* _Task to complete_
Report, word for word, every line of the material that contains "nodes".

[[ Extracted entries open ]]

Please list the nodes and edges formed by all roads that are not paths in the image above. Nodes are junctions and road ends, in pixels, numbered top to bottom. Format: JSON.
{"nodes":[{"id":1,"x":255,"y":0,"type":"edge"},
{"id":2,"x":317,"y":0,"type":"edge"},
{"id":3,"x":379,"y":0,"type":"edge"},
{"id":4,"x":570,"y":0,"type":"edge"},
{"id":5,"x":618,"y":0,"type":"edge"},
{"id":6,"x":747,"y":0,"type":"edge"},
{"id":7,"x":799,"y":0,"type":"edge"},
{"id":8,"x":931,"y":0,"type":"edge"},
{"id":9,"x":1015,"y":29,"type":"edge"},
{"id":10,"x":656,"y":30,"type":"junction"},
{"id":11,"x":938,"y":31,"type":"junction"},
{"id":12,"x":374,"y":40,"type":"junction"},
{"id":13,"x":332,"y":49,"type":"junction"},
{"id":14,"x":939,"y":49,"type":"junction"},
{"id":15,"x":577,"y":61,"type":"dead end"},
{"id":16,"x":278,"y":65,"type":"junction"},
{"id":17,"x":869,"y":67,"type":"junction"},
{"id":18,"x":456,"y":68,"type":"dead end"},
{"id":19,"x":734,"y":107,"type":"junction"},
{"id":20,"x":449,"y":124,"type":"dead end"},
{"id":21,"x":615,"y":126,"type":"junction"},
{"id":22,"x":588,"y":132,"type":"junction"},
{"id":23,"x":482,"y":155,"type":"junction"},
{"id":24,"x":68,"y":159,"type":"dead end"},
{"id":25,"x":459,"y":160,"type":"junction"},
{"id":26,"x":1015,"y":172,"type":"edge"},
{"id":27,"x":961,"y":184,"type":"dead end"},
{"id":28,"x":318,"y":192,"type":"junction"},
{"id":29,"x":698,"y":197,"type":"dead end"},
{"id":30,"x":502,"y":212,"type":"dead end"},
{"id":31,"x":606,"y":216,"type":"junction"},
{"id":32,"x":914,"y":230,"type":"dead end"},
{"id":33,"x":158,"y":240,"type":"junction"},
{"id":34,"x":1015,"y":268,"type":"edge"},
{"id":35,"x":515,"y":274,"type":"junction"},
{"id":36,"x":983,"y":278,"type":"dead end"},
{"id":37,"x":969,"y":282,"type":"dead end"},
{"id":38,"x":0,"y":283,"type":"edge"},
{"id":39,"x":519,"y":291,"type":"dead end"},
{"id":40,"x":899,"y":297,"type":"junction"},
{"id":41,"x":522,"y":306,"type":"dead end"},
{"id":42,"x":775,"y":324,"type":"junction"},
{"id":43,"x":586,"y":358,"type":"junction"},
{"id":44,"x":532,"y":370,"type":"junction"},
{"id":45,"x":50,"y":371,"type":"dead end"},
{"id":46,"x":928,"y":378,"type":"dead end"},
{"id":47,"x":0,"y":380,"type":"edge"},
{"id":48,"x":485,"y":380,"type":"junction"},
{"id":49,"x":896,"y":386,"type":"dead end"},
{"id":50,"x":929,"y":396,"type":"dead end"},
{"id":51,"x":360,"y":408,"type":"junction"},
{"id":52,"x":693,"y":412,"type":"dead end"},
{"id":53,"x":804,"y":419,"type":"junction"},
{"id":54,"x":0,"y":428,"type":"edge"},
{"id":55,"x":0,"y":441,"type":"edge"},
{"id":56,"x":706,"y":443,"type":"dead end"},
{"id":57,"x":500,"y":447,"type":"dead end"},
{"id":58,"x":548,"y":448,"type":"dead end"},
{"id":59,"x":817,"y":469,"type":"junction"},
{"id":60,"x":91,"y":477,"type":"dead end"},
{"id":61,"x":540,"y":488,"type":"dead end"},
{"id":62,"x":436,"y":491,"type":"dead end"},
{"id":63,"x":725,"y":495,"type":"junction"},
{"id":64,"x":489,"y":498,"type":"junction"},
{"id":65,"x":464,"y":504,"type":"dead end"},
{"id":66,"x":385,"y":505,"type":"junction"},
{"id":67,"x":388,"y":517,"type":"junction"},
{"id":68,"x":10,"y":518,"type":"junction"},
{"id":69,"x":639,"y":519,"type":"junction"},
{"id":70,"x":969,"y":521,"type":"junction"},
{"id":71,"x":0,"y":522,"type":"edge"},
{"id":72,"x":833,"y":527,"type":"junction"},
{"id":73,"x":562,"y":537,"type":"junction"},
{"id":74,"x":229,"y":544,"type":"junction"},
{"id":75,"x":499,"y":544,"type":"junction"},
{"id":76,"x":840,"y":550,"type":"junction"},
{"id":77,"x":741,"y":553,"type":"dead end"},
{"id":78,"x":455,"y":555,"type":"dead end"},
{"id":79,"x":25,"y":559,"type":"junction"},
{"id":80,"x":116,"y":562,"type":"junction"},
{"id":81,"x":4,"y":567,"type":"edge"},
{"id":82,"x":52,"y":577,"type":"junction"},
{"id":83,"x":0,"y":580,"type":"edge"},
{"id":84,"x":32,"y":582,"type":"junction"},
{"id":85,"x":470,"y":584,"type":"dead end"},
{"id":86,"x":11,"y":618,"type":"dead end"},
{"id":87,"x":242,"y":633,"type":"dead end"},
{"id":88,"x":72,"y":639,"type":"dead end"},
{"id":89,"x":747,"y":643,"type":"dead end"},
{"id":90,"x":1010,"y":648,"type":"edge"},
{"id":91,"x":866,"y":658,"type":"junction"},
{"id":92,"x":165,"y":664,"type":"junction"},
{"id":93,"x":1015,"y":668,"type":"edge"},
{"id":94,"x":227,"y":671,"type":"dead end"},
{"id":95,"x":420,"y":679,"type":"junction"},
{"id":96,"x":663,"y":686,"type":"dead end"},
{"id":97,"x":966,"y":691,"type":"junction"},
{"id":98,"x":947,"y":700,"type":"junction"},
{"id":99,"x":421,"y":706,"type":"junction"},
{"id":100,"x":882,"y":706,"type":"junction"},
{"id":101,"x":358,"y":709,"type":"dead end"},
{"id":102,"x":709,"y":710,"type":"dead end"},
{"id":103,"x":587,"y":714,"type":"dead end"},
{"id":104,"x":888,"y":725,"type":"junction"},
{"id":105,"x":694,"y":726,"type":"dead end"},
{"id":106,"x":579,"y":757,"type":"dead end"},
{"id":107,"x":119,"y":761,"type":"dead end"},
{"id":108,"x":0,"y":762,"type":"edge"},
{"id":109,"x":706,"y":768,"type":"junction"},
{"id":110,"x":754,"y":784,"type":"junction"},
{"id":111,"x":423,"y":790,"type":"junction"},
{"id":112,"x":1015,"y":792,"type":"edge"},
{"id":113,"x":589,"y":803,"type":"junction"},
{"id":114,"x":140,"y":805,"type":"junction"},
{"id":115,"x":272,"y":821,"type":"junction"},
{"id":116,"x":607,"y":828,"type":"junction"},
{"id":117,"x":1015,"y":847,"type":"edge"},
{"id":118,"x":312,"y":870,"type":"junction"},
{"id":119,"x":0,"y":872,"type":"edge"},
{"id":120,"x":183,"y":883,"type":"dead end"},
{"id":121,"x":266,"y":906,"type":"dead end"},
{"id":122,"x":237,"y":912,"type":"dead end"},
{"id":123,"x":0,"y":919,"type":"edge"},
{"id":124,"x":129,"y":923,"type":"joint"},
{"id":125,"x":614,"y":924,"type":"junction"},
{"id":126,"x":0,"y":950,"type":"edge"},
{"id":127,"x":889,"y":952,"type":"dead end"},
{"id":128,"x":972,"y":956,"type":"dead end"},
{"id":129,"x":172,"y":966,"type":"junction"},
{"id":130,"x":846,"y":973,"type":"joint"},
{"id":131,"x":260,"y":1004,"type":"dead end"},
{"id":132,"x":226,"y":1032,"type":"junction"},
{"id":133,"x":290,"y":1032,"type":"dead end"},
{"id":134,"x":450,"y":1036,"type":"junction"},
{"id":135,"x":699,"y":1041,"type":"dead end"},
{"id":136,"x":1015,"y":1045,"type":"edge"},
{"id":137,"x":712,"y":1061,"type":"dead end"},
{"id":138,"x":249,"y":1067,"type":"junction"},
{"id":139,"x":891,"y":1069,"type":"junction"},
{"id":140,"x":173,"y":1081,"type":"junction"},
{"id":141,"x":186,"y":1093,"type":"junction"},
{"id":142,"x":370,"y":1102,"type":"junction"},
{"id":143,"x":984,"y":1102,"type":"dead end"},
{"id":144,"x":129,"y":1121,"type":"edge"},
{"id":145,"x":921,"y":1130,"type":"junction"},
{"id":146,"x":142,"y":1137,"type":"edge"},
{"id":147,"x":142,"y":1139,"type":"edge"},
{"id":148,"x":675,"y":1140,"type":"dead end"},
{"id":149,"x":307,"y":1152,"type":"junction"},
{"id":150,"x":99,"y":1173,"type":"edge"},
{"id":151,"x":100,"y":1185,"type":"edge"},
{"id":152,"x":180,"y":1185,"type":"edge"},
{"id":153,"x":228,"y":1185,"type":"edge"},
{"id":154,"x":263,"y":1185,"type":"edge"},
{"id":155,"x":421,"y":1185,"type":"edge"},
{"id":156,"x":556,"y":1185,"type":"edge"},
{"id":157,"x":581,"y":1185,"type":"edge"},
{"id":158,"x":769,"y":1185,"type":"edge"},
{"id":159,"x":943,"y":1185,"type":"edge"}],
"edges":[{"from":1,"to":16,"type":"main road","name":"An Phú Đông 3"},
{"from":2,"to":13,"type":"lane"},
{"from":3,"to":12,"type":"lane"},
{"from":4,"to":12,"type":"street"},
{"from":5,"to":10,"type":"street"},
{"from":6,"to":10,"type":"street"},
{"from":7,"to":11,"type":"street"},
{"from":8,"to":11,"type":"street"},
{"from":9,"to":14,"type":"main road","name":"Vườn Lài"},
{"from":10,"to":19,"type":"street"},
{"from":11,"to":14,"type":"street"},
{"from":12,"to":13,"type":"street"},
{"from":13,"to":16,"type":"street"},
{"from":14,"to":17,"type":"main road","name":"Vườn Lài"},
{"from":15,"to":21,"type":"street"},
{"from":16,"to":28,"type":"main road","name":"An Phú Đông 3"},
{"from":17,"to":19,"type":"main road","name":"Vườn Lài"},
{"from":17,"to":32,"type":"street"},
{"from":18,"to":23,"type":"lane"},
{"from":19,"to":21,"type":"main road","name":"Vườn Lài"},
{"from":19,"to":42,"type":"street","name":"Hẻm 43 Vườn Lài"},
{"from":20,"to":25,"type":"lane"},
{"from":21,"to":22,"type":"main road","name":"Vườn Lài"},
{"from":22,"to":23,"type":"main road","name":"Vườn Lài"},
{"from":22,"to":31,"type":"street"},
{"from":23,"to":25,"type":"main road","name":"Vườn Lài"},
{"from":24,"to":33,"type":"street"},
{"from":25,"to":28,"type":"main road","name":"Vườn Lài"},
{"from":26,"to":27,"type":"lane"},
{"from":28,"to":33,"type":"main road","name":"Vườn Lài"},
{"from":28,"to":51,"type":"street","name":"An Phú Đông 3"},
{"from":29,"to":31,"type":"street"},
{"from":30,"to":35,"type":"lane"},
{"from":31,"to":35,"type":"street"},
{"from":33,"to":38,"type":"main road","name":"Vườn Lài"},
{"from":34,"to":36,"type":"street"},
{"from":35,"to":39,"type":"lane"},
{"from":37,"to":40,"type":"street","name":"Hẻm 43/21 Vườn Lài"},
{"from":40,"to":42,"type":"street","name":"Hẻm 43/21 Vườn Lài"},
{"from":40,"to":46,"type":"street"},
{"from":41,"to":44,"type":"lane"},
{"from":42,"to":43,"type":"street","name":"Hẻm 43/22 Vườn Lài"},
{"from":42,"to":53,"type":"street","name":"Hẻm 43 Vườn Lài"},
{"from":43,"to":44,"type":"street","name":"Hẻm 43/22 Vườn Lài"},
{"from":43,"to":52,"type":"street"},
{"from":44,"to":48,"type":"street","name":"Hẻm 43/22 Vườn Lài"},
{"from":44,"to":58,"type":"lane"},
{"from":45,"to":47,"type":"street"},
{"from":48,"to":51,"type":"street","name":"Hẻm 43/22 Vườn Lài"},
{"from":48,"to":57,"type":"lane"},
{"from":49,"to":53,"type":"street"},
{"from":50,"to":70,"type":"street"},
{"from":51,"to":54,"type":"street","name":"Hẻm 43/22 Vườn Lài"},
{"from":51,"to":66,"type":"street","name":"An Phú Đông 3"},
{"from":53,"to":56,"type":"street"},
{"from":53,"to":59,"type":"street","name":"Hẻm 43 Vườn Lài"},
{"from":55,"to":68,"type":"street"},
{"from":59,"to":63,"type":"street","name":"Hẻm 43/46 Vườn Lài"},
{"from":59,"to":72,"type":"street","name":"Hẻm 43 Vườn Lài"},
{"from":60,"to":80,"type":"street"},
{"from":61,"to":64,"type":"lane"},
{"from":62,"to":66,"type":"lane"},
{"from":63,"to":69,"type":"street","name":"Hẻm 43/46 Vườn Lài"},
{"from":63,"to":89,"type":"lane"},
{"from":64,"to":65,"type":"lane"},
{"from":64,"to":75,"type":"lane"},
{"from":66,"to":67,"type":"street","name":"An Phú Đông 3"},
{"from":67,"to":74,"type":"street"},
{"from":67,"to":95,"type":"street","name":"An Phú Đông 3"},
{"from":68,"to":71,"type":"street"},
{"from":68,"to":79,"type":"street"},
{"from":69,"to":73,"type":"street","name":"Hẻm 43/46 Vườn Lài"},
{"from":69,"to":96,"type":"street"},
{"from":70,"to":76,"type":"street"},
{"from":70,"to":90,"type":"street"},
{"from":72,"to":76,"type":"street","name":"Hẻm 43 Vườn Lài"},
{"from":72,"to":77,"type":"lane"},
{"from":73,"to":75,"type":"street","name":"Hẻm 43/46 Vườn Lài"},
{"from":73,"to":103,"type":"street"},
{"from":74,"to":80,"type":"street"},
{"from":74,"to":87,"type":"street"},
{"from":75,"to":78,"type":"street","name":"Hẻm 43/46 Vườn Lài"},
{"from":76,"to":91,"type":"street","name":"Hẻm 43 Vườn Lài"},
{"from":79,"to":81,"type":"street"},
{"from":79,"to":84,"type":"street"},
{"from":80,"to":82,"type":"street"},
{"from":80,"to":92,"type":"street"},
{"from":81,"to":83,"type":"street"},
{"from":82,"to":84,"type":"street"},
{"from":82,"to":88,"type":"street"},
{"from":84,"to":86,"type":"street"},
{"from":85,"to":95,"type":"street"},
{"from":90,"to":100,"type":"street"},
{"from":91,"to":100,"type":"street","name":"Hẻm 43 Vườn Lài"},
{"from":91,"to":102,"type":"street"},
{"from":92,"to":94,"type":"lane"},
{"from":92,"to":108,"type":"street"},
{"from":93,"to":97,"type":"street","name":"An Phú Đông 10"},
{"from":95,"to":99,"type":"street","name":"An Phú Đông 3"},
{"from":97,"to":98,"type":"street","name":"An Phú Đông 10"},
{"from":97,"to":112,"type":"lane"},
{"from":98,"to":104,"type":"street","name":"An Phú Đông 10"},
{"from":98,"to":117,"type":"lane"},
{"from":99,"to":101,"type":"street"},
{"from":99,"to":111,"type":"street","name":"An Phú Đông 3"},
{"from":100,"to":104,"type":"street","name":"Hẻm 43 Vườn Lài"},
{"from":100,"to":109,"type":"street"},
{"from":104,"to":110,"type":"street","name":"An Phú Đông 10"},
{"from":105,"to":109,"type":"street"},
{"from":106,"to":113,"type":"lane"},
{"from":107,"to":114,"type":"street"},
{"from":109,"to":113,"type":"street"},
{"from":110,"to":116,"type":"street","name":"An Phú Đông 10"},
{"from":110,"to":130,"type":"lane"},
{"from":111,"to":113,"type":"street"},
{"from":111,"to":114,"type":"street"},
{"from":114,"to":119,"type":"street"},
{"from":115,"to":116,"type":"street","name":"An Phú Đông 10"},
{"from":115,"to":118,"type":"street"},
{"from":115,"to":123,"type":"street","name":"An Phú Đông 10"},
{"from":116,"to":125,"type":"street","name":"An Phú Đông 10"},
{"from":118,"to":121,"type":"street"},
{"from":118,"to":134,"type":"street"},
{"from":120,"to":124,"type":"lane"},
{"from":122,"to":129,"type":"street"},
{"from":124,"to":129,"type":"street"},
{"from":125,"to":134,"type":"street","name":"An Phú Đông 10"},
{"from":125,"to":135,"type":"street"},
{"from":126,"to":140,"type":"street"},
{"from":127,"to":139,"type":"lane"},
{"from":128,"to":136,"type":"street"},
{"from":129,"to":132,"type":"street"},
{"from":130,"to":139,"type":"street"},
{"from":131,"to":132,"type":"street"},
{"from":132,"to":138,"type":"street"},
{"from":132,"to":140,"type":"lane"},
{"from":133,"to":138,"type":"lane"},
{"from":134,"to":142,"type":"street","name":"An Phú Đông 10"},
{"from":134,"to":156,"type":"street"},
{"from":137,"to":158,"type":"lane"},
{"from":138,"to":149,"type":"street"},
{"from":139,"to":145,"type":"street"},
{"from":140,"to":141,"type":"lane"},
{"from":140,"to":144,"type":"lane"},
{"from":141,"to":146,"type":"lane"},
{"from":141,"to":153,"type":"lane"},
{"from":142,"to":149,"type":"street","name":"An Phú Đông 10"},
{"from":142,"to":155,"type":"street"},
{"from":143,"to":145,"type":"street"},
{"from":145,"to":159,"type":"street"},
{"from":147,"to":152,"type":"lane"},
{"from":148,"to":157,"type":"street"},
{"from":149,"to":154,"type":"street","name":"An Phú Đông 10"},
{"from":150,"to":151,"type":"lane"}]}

[[ Extracted entries closed ]]

* _Exercise solution_
Please list the nodes and edges formed by all roads that are not paths in the image above. Nodes are junctions and road ends, in pixels, numbered top to bottom. Format: JSON.
{"nodes":[{"id":1,"x":255,"y":0,"type":"edge"},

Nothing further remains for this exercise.